Media versus Venezuela

The recent anti-government protests in Caracas, Venezuela, in direct protest of President Nicolas Maduro, have not only taken the country by storm, but social media as well.

Social media is uncovering the truths and lies behind what Venezuelans, and Americans, hear and see through mainstream broadcast news. Recently, former president Hugo Chavez forced a slant in media coverage, making Venezuelan broadcasters report biased and political propaganda-driven news.

This has caused the new generation of Venezuelans to take action—this time, not in a physical manner.

“I don’t trust our television and radio stations at all,” said Adriana Sanchez in a brief interview with USA Today in Caracas. “The government stations just run propaganda, while the few privately owned stations are afraid to broadcast the truth.

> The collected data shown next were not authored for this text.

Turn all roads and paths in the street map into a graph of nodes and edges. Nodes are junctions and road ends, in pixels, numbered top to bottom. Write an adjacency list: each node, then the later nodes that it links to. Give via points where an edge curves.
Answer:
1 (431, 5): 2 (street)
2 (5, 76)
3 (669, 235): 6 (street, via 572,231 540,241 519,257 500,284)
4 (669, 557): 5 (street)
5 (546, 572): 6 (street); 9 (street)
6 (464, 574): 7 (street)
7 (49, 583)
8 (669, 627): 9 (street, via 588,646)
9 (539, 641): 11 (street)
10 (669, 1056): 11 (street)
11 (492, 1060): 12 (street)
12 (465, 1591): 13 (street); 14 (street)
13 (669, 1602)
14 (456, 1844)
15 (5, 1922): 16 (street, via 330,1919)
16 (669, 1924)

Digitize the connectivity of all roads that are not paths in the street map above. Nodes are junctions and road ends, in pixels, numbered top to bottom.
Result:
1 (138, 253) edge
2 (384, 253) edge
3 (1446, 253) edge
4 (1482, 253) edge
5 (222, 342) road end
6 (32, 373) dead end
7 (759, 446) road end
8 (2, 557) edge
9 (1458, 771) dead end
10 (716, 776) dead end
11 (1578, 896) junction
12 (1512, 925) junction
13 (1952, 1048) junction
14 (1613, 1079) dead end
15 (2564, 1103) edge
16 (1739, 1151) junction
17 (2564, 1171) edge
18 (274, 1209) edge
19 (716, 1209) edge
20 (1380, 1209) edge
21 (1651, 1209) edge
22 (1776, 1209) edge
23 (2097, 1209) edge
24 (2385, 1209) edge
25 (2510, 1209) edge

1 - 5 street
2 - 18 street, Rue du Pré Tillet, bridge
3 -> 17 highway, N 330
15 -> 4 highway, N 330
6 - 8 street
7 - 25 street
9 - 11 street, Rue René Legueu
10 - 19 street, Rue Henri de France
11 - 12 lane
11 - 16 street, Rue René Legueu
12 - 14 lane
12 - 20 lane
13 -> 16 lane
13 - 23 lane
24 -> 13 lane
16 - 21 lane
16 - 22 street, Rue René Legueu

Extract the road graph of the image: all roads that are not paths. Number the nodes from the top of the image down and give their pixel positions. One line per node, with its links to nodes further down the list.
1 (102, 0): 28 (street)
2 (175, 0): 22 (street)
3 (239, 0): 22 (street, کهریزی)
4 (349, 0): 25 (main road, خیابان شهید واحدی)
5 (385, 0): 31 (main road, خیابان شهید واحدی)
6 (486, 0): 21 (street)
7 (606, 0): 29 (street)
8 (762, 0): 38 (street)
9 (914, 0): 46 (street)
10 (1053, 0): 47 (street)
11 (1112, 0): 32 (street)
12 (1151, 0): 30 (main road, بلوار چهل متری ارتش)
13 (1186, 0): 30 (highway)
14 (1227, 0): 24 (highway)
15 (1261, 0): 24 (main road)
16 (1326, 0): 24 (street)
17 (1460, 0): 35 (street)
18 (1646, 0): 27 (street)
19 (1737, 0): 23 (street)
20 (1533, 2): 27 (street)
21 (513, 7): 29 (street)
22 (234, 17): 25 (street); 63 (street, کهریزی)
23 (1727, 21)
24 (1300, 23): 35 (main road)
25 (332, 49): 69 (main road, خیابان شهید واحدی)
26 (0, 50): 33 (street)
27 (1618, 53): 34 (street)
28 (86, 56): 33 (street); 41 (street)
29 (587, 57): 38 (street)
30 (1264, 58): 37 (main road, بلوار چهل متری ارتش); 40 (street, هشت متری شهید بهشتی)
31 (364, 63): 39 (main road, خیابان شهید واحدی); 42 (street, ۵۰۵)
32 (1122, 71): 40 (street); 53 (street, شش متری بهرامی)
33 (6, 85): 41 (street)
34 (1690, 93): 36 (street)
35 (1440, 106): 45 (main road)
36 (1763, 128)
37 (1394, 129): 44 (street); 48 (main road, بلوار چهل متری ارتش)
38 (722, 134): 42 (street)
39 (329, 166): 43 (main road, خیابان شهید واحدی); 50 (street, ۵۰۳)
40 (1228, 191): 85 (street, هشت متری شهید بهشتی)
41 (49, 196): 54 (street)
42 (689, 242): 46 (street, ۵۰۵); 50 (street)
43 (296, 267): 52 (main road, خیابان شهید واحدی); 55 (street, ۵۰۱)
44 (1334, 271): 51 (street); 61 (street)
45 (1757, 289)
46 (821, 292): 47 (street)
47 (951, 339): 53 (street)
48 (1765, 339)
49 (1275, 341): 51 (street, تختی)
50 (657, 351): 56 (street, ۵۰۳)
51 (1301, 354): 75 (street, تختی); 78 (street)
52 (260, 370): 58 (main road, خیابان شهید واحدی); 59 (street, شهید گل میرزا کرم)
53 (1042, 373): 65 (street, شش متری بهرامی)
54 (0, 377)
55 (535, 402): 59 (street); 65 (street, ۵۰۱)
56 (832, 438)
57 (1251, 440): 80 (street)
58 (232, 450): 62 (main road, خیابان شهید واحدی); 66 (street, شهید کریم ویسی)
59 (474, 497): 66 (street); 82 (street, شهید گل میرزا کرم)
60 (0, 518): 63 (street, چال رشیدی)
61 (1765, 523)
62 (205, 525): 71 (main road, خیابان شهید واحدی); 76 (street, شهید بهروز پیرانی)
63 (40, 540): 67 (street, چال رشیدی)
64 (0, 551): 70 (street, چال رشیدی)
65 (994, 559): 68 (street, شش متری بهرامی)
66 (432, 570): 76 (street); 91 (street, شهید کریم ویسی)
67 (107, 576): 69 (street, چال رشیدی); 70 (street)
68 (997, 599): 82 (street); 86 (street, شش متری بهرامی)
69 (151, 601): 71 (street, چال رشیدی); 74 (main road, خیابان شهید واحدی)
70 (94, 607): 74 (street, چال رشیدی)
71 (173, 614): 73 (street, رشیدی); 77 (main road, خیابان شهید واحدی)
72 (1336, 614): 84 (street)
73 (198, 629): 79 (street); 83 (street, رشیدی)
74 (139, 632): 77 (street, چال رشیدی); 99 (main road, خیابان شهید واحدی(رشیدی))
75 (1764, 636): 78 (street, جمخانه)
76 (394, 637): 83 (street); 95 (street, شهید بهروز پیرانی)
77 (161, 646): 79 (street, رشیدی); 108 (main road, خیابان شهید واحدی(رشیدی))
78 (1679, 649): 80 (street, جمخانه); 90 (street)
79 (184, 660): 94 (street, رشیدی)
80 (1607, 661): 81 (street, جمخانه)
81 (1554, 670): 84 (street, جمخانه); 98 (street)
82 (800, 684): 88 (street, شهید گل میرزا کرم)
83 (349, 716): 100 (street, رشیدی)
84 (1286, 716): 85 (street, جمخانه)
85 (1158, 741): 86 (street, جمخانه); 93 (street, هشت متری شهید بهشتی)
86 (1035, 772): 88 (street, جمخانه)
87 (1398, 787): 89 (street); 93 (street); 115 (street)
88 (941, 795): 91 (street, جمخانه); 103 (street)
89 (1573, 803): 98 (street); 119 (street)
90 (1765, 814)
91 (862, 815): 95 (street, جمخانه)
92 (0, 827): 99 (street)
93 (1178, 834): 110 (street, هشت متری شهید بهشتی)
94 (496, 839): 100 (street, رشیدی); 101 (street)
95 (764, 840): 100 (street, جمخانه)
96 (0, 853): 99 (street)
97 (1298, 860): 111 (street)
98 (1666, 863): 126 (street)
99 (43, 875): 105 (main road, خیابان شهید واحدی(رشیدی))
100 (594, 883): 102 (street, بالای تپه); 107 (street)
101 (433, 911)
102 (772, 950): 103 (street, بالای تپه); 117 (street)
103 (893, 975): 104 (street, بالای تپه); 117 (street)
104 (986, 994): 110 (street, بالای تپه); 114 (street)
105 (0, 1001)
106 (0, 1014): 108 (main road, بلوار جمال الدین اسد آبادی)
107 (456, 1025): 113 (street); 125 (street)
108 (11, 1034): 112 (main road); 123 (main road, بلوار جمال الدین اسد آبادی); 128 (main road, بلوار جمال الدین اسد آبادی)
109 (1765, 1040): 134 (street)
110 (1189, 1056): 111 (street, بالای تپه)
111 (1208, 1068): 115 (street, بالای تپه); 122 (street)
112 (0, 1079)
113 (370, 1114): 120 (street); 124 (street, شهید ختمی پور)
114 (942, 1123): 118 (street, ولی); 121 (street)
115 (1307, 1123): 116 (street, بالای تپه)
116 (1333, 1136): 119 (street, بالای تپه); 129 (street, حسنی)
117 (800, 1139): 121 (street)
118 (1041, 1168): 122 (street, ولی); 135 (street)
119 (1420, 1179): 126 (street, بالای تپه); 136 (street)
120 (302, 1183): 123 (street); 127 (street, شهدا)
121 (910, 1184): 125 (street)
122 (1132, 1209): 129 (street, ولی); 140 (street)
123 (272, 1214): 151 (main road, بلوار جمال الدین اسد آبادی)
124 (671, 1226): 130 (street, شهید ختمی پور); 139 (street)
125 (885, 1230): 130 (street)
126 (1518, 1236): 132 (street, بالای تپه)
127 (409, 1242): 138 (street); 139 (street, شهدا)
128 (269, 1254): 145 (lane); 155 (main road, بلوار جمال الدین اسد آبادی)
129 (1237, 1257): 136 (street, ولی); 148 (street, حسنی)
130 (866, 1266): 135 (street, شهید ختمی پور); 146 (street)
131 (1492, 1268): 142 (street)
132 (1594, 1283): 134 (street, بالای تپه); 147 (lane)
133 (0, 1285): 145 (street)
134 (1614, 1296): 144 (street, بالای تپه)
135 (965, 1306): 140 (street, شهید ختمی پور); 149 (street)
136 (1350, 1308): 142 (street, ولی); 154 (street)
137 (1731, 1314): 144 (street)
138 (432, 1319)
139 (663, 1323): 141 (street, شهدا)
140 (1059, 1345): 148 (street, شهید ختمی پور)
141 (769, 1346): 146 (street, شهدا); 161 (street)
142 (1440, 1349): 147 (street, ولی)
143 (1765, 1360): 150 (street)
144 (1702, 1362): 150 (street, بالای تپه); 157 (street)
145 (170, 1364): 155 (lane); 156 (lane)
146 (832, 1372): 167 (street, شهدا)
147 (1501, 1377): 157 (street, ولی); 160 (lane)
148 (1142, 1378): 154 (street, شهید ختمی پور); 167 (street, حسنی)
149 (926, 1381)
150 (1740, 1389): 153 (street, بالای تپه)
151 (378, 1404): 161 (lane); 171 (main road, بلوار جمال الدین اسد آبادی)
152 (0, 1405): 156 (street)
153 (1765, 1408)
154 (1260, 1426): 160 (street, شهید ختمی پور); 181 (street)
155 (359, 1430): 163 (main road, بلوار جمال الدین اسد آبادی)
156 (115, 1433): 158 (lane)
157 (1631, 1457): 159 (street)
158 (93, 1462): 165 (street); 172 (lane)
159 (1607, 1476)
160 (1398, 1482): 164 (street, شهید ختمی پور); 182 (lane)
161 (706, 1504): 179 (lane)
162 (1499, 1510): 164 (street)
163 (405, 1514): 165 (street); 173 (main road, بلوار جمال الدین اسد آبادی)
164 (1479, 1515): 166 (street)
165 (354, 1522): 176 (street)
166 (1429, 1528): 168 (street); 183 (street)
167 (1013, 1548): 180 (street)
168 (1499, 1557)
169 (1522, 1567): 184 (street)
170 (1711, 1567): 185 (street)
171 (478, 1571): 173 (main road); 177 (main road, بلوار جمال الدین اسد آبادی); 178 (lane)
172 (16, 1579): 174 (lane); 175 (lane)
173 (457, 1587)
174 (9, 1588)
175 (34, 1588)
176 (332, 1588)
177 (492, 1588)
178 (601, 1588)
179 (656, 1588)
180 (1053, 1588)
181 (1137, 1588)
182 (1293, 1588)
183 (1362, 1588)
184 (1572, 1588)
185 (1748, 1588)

What other options do we have?”

Many Venezuelans have resorted to Facebook, Twitter, and Instagram to stay informed and to understand the discrepancy between what they see on their television screens and what they read online. While both the government and the opposition are using social media to promote their own agendas, the truth is more readily available to citizens who need it most—including journalists.

According to the Venezuelan news website,, media outlets have been victimized by protesters and police harassing journalists on the streets.

CNN reported this week that its news crew had its cameras and transmission taken away at gunpoint.

This suppressive nature of news journalism has had a tremendous impact on what major news corporations and publications from around the world are reporting. While the chaos continues to unravel in Venezuela, news outlets such as CNN, The New York Times, BBC, and Al Jazeera English, have all had minimal coverage of Venezuela due to this lack of information.

Therefore, it has been up to Venezuelans to make a stand for their rights and their country without fighting fire with fire. From the Venezuelan-Americans of Miami to the new generation of Venezuelan descendants around the world, social media has provided more ways to uncover the truth than ever before.